If all ports on the controller were in use, and you yanked c4t7d0 and slid in a new drive, it would become c4t8d0 (unless you used lsiutil to remove the persistent mapping).
Ok, say you implemented Dedep accidentally and now your table is huge. I'm sure it is a slog to go back, but HOW DO YOU DO IT. I've tried the method here: https://groups.google.com/a/zfsonlinux.org/forum/#!topic/zfs... and didn't get it fixed. Any more thoughts? Please don't recommend I make a new pool and send all data over, I don't have the space at 70% capacity.
Overall, this is quite good. Some of it is oversold as "things nobody told you about" and some of it could really benefit from real data. A few things are a little too close to seemingly unsupported folk-wisdom rather than sound advice.
Other file systems and RAID setups do not checksum your data. If you have a mirror of two disks (RAID1) and during a read two blocks differ from one another, most (all?) RAID controllers (hardware and software) will simply choose the lower numbered disk as canonical and silently "repair" the bad block. This leads to loads of silent data corruption on what we might consider a reliable storage solution.
By contrast, ZFS will store both the block and its checksum and will use the block with the correct checksum as canonical.
In other words, if you care about your data at all, use ZFS. I am frankly surprised it's not the standard file system for most situations as it is the only production filesystem that can actually be trusted with data.
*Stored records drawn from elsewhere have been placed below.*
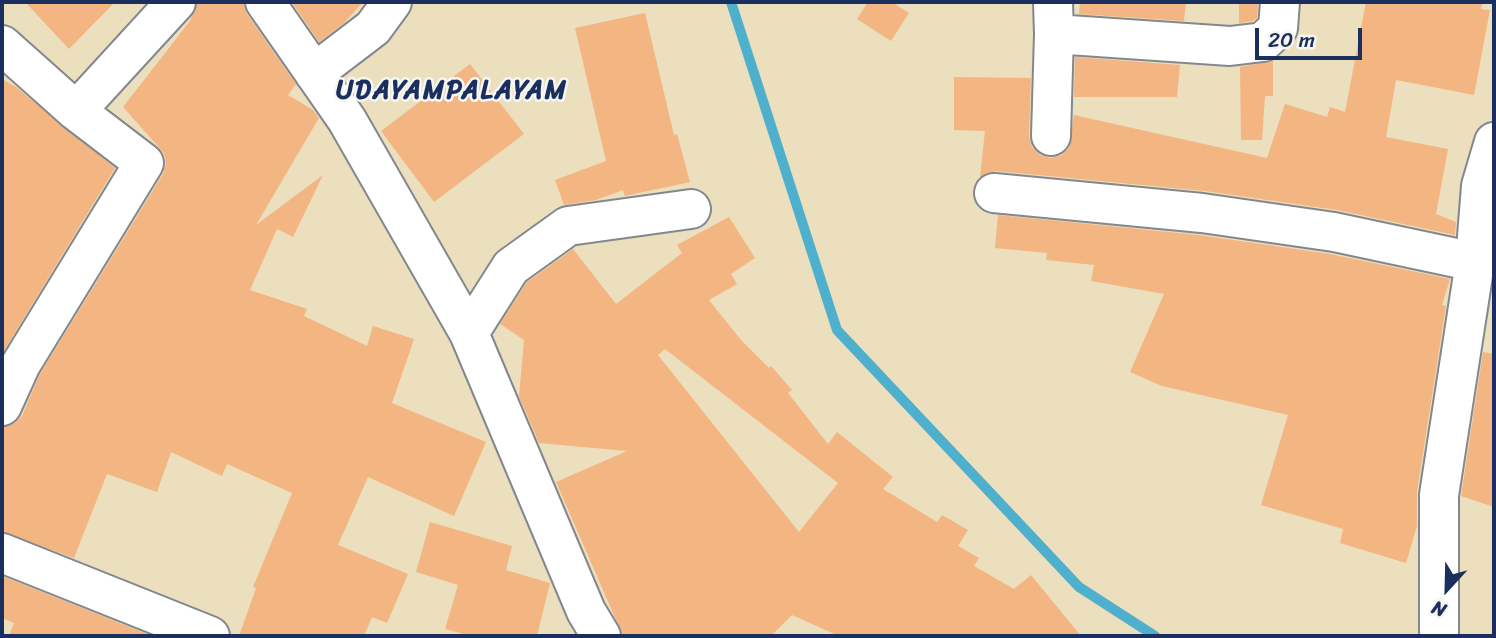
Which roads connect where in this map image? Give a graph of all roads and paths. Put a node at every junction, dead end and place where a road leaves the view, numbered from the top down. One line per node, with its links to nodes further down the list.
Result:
1 (176, 2): 8 (street)
2 (265, 2): 7 (street)
3 (392, 2): 7 (street)
4 (1280, 2): 5 (street)
5 (1053, 18): 9 (street)
6 (2, 46): 8 (street)
7 (314, 73): 14 (street)
8 (76, 111): 15 (street)
9 (1051, 136)
10 (1494, 142): 13 (street)
11 (994, 193): 13 (street)
12 (691, 209): 14 (street)
13 (1475, 262): 19 (street)
14 (468, 333): 18 (street)
15 (2, 405)
16 (2, 553): 17 (street)
17 (211, 636)
18 (601, 636)
19 (1439, 636)

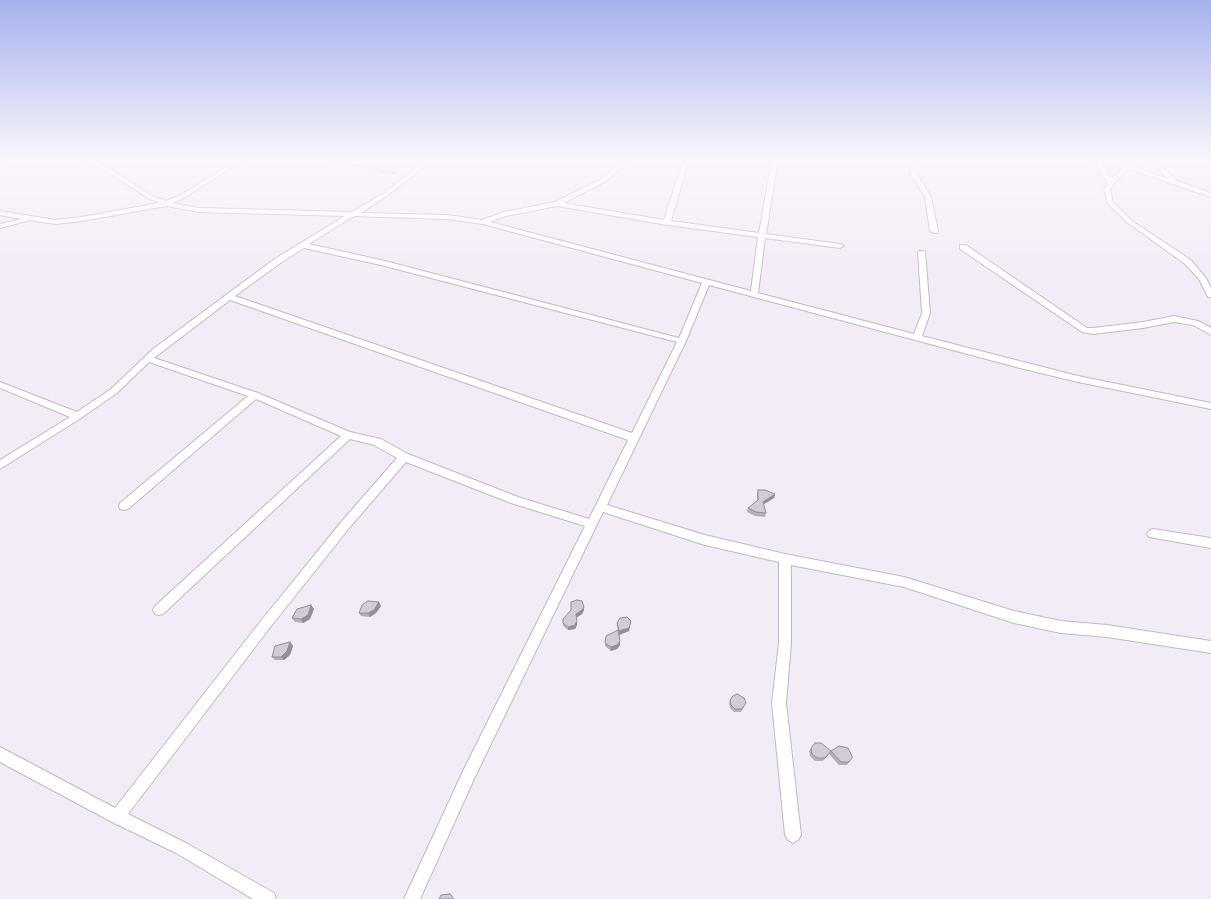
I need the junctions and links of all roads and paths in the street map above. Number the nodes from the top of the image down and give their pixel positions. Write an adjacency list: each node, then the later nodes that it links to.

P.S.: I have been told that at least on Linux if you have more than two drives, the Linux software RAID controller will try to choose the version of the block that is agreed upon by most drives, if that's possible. This is no guarantee, but it's better than randomly choosing one version.
P.P.S: BTRFS and friends seem to not yet be as production ready as ZFS. Conversely, ZFS works beautifully on Linux thanks to the ZFS on Linux project.